▶ **Task directions**
If a line in the entries includes "this", show that line.

---- Data for the task

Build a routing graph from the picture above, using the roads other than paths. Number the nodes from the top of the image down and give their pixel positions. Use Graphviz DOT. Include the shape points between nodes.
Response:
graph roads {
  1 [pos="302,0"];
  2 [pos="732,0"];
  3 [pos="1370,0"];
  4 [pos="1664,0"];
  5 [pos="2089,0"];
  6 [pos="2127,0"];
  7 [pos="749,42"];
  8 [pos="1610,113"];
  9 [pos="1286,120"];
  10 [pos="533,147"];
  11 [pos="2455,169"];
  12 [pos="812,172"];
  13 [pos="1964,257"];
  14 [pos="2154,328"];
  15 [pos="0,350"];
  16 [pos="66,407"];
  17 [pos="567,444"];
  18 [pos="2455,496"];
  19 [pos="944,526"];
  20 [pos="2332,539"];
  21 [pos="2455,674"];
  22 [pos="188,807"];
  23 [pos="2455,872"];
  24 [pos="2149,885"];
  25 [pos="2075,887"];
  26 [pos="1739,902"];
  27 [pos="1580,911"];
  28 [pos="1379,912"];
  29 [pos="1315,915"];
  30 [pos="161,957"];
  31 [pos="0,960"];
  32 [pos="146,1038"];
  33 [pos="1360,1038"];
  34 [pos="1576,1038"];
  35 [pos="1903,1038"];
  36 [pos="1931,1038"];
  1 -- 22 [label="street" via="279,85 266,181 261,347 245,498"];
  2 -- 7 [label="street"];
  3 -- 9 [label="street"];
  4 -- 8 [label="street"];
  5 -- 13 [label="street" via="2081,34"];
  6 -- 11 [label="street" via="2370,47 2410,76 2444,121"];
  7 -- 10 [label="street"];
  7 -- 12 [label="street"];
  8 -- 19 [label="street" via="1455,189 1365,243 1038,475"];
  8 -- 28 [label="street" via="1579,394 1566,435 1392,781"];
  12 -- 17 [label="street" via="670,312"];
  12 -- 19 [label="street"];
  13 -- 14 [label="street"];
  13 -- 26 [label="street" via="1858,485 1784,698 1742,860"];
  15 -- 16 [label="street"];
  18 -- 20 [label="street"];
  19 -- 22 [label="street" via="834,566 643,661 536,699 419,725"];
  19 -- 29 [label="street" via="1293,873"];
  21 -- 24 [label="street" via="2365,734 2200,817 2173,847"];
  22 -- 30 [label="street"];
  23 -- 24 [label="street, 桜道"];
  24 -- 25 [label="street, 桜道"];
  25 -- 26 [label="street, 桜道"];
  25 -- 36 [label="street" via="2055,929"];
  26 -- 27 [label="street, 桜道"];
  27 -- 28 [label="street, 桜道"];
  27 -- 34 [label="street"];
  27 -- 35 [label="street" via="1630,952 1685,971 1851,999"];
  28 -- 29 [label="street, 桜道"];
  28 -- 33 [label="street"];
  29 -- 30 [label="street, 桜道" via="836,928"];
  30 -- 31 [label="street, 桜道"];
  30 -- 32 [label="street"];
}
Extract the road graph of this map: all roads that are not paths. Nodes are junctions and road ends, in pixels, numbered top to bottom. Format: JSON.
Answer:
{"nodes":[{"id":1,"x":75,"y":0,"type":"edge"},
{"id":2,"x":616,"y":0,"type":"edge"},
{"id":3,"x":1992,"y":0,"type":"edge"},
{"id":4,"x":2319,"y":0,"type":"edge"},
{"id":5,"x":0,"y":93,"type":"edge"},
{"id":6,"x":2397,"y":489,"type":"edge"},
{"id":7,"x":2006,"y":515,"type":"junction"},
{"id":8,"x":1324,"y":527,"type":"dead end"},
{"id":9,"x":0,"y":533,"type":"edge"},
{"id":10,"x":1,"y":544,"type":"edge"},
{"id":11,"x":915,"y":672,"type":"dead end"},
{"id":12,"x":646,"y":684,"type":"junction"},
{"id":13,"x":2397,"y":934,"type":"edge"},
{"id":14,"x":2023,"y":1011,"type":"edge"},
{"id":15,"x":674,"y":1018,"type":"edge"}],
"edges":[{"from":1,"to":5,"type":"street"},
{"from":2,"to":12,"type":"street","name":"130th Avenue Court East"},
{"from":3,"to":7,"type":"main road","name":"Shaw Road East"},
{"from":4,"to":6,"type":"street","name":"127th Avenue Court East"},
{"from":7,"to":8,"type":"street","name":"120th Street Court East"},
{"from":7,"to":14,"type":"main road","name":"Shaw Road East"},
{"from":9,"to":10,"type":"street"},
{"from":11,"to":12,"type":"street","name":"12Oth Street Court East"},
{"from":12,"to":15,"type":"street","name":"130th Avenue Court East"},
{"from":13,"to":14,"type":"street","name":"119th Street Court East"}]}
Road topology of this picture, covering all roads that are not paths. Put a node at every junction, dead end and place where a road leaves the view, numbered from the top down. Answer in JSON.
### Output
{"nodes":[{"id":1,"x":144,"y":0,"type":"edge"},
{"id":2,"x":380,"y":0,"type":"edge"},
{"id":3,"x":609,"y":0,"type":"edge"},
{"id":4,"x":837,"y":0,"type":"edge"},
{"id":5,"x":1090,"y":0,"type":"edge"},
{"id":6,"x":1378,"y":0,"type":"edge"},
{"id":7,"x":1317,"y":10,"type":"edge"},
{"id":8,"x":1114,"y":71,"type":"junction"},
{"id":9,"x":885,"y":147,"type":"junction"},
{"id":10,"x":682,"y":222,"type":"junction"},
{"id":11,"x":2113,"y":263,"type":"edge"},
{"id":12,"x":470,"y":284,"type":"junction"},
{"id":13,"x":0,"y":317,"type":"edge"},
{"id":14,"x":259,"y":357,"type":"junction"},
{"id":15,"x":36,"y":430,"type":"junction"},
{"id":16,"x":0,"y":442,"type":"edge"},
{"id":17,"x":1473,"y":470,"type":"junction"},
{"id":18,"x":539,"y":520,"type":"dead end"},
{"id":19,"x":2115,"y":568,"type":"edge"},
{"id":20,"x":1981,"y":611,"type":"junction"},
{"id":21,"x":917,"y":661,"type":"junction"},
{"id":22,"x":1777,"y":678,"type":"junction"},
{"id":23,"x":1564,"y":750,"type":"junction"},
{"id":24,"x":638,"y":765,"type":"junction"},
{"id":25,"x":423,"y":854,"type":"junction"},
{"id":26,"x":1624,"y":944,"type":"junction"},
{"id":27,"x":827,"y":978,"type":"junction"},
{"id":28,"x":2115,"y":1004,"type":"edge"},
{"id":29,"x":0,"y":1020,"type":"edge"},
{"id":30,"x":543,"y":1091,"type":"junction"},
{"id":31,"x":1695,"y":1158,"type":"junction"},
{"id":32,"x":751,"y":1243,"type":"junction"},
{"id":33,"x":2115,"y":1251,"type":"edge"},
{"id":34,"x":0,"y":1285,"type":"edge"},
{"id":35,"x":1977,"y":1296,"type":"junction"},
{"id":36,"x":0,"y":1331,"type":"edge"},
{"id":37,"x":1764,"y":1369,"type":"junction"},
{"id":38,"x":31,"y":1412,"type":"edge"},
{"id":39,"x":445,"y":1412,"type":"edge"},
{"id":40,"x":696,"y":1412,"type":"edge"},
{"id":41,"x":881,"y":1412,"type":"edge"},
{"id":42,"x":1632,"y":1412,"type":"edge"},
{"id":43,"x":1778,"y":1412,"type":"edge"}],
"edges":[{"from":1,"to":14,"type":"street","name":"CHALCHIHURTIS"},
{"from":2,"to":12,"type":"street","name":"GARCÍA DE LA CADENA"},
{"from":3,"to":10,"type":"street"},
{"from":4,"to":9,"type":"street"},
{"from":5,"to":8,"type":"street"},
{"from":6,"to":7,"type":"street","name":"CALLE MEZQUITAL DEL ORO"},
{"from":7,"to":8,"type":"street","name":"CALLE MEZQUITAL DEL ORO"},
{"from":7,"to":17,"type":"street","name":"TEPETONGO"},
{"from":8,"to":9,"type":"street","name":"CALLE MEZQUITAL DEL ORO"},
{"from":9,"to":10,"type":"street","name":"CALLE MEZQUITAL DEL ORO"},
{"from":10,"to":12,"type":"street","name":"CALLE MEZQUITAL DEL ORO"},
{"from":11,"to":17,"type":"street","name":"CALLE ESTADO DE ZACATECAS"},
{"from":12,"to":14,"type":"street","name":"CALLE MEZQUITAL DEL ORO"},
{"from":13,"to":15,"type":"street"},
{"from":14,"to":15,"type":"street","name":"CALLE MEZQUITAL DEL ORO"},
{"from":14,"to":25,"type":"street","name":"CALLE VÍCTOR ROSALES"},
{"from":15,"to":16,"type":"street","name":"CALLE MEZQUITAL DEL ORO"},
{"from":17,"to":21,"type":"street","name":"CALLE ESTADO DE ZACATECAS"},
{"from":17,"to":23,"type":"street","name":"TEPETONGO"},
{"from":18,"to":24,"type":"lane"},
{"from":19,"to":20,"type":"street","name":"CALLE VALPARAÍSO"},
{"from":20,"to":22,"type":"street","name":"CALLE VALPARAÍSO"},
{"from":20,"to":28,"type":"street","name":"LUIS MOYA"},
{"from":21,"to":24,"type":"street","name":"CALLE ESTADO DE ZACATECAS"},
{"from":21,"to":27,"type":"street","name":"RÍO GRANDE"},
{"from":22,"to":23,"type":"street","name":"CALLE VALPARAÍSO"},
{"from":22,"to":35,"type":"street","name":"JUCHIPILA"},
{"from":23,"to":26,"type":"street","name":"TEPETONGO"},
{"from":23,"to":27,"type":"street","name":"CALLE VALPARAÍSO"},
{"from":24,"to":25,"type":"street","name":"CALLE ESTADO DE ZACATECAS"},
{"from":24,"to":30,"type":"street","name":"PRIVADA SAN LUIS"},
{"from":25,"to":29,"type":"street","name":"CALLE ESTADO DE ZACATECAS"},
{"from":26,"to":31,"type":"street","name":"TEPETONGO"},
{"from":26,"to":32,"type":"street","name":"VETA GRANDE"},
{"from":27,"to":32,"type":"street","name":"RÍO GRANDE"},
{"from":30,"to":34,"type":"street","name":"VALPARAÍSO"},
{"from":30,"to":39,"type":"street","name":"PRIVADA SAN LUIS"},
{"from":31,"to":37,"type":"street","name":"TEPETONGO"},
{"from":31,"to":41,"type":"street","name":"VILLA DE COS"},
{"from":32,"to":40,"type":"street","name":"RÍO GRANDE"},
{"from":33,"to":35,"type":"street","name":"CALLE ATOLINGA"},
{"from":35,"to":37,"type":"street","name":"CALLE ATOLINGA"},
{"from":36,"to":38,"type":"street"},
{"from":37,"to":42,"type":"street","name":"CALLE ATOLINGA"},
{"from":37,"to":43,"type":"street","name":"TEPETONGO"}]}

--------

▶ **Response area**
Extract the road graph of this map: all roads that are not paths. Nodes are junctions and road ends, in pixels, numbered top to bottom. Format: JSON.
Road topology of this picture, covering all roads that are not paths. Put a node at every junction, dead end and place where a road leaves the view, numbered from the top down. Answer in JSON.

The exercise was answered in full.